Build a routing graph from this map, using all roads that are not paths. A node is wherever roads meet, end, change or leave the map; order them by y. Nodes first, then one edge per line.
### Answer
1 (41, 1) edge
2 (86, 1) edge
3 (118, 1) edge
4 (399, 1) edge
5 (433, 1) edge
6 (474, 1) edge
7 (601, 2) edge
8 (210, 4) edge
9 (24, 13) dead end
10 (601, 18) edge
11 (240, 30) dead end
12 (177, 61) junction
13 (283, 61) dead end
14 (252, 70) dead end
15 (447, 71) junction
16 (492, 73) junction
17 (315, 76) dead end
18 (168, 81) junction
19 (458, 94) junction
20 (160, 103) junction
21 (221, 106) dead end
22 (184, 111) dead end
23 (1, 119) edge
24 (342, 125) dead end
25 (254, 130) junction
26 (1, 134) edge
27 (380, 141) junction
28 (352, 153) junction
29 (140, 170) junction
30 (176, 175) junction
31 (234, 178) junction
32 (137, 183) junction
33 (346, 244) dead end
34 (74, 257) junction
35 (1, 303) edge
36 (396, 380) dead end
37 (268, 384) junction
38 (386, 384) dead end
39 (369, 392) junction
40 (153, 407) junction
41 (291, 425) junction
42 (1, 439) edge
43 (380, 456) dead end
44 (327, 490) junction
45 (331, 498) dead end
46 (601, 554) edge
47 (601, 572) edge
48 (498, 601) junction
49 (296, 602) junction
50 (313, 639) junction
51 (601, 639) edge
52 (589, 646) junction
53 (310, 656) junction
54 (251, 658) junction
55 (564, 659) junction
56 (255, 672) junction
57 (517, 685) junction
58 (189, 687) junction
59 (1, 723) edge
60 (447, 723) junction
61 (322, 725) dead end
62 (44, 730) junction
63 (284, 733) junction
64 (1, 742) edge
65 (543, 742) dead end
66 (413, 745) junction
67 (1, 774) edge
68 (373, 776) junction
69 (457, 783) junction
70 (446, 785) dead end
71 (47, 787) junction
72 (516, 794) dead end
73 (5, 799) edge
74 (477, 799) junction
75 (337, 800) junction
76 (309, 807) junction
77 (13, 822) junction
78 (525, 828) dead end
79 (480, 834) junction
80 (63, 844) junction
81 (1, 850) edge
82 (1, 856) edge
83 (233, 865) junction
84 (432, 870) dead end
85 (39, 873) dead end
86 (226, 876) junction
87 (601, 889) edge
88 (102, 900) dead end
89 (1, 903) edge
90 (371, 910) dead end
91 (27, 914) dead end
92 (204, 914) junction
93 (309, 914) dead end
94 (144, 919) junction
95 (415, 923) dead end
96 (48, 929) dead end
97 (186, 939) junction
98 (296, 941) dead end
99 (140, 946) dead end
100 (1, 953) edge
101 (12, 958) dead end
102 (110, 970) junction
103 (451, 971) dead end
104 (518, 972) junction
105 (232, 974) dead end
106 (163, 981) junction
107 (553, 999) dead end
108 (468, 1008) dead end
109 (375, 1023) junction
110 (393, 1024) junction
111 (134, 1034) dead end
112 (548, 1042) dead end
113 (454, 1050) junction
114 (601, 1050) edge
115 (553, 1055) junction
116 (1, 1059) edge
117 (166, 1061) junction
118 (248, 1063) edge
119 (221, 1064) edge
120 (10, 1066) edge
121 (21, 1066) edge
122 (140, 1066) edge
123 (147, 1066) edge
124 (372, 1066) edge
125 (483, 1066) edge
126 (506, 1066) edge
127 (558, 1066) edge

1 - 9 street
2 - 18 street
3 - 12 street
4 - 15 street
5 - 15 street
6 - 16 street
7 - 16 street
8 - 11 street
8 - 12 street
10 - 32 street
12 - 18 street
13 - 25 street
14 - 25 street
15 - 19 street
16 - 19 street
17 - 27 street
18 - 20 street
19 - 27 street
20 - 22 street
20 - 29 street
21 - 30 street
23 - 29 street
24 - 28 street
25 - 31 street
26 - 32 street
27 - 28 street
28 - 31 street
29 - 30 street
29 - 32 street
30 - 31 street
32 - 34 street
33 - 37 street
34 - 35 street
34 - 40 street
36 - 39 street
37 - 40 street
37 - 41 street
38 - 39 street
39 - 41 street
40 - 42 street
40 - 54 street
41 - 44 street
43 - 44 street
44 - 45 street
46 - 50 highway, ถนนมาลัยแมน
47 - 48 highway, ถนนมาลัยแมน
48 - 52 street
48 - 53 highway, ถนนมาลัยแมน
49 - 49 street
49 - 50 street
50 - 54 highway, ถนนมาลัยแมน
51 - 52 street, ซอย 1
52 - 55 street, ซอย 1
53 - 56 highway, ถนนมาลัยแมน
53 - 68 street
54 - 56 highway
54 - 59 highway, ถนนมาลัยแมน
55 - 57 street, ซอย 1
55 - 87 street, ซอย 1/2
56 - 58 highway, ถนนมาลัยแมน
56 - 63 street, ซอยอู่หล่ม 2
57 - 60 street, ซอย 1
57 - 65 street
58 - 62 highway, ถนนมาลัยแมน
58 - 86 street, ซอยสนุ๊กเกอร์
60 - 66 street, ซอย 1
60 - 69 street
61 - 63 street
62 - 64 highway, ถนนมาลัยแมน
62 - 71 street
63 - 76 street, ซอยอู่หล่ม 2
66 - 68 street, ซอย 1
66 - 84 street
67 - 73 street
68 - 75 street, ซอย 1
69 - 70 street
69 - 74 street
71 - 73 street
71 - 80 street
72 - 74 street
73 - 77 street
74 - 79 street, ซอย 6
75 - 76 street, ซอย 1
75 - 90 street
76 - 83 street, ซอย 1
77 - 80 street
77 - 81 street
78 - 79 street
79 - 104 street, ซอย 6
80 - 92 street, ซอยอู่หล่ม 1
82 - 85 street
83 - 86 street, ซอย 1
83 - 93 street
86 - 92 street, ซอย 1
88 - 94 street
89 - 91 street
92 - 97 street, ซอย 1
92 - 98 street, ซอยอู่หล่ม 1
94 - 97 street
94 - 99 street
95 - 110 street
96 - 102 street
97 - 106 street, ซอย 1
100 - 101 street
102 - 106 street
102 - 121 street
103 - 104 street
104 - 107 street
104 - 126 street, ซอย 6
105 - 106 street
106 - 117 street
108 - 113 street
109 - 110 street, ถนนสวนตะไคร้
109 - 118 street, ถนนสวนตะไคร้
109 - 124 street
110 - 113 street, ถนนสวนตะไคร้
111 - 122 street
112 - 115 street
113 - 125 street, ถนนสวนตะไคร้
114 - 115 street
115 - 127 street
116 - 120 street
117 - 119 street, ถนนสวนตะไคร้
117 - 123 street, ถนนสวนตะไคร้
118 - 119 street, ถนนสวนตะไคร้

About this task: Every line of the listing above is to be set down again without any change.

Answer space:
Build a routing graph from this map, using all roads that are not paths. A node is wherever roads meet, end, change or leave the map; order them by y. Nodes first, then one edge per line.
### Answer
1 (41, 1) edge
2 (86, 1) edge
3 (118, 1) edge
4 (399, 1) edge
5 (433, 1) edge
6 (474, 1) edge
7 (601, 2) edge
8 (210, 4) edge
9 (24, 13) dead end
10 (601, 18) edge
11 (240, 30) dead end
12 (177, 61) junction
13 (283, 61) dead end
14 (252, 70) dead end
15 (447, 71) junction
16 (492, 73) junction
17 (315, 76) dead end
18 (168, 81) junction
19 (458, 94) junction
20 (160, 103) junction
21 (221, 106) dead end
22 (184, 111) dead end
23 (1, 119) edge
24 (342, 125) dead end
25 (254, 130) junction
26 (1, 134) edge
27 (380, 141) junction
28 (352, 153) junction
29 (140, 170) junction
30 (176, 175) junction
31 (234, 178) junction
32 (137, 183) junction
33 (346, 244) dead end
34 (74, 257) junction
35 (1, 303) edge
36 (396, 380) dead end
37 (268, 384) junction
38 (386, 384) dead end
39 (369, 392) junction
40 (153, 407) junction
41 (291, 425) junction
42 (1, 439) edge
43 (380, 456) dead end
44 (327, 490) junction
45 (331, 498) dead end
46 (601, 554) edge
47 (601, 572) edge
48 (498, 601) junction
49 (296, 602) junction
50 (313, 639) junction
51 (601, 639) edge
52 (589, 646) junction
53 (310, 656) junction
54 (251, 658) junction
55 (564, 659) junction
56 (255, 672) junction
57 (517, 685) junction
58 (189, 687) junction
59 (1, 723) edge
60 (447, 723) junction
61 (322, 725) dead end
62 (44, 730) junction
63 (284, 733) junction
64 (1, 742) edge
65 (543, 742) dead end
66 (413, 745) junction
67 (1, 774) edge
68 (373, 776) junction
69 (457, 783) junction
70 (446, 785) dead end
71 (47, 787) junction
72 (516, 794) dead end
73 (5, 799) edge
74 (477, 799) junction
75 (337, 800) junction
76 (309, 807) junction
77 (13, 822) junction
78 (525, 828) dead end
79 (480, 834) junction
80 (63, 844) junction
81 (1, 850) edge
82 (1, 856) edge
83 (233, 865) junction
84 (432, 870) dead end
85 (39, 873) dead end
86 (226, 876) junction
87 (601, 889) edge
88 (102, 900) dead end
89 (1, 903) edge
90 (371, 910) dead end
91 (27, 914) dead end
92 (204, 914) junction
93 (309, 914) dead end
94 (144, 919) junction
95 (415, 923) dead end
96 (48, 929) dead end
97 (186, 939) junction
98 (296, 941) dead end
99 (140, 946) dead end
100 (1, 953) edge
101 (12, 958) dead end
102 (110, 970) junction
103 (451, 971) dead end
104 (518, 972) junction
105 (232, 974) dead end
106 (163, 981) junction
107 (553, 999) dead end
108 (468, 1008) dead end
109 (375, 1023) junction
110 (393, 1024) junction
111 (134, 1034) dead end
112 (548, 1042) dead end
113 (454, 1050) junction
114 (601, 1050) edge
115 (553, 1055) junction
116 (1, 1059) edge
117 (166, 1061) junction
118 (248, 1063) edge
119 (221, 1064) edge
120 (10, 1066) edge
121 (21, 1066) edge
122 (140, 1066) edge
123 (147, 1066) edge
124 (372, 1066) edge
125 (483, 1066) edge
126 (506, 1066) edge
127 (558, 1066) edge

1 - 9 street
2 - 18 street
3 - 12 street
4 - 15 street
5 - 15 street
6 - 16 street
7 - 16 street
8 - 11 street
8 - 12 street
10 - 32 street
12 - 18 street
13 - 25 street
14 - 25 street
15 - 19 street
16 - 19 street
17 - 27 street
18 - 20 street
19 - 27 street
20 - 22 street
20 - 29 street
21 - 30 street
23 - 29 street
24 - 28 street
25 - 31 street
26 - 32 street
27 - 28 street
28 - 31 street
29 - 30 street
29 - 32 street
30 - 31 street
32 - 34 street
33 - 37 street
34 - 35 street
34 - 40 street
36 - 39 street
37 - 40 street
37 - 41 street
38 - 39 street
39 - 41 street
40 - 42 street
40 - 54 street
41 - 44 street
43 - 44 street
44 - 45 street
46 - 50 highway, ถนนมาลัยแมน
47 - 48 highway, ถนนมาลัยแมน
48 - 52 street
48 - 53 highway, ถนนมาลัยแมน
49 - 49 street
49 - 50 street
50 - 54 highway, ถนนมาลัยแมน
51 - 52 street, ซอย 1
52 - 55 street, ซอย 1
53 - 56 highway, ถนนมาลัยแมน
53 - 68 street
54 - 56 highway
54 - 59 highway, ถนนมาลัยแมน
55 - 57 street, ซอย 1
55 - 87 street, ซอย 1/2
56 - 58 highway, ถนนมาลัยแมน
56 - 63 street, ซอยอู่หล่ม 2
57 - 60 street, ซอย 1
57 - 65 street
58 - 62 highway, ถนนมาลัยแมน
58 - 86 street, ซอยสนุ๊กเกอร์
60 - 66 street, ซอย 1
60 - 69 street
61 - 63 street
62 - 64 highway, ถนนมาลัยแมน
62 - 71 street
63 - 76 street, ซอยอู่หล่ม 2
66 - 68 street, ซอย 1
66 - 84 street
67 - 73 street
68 - 75 street, ซอย 1
69 - 70 street
69 - 74 street
71 - 73 street
71 - 80 street
72 - 74 street
73 - 77 street
74 - 79 street, ซอย 6
75 - 76 street, ซอย 1
75 - 90 street
76 - 83 street, ซอย 1
77 - 80 street
77 - 81 street
78 - 79 street
79 - 104 street, ซอย 6
80 - 92 street, ซอยอู่หล่ม 1
82 - 85 street
83 - 86 street, ซอย 1
83 - 93 street
86 - 92 street, ซอย 1
88 - 94 street
89 - 91 street
92 - 97 street, ซอย 1
92 - 98 street, ซอยอู่หล่ม 1
94 - 97 street
94 - 99 street
95 - 110 street
96 - 102 street
97 - 106 street, ซอย 1
100 - 101 street
102 - 106 street
102 - 121 street
103 - 104 street
104 - 107 street
104 - 126 street, ซอย 6
105 - 106 street
106 - 117 street
108 - 113 street
109 - 110 street, ถนนสวนตะไคร้
109 - 118 street, ถนนสวนตะไคร้
109 - 124 street
110 - 113 street, ถนนสวนตะไคร้
111 - 122 street
112 - 115 street
113 - 125 street, ถนนสวนตะไคร้
114 - 115 street
115 - 127 street
116 - 120 street
117 - 119 street, ถนนสวนตะไคร้
117 - 123 street, ถนนสวนตะไคร้
118 - 119 street, ถนนสวนตะไคร้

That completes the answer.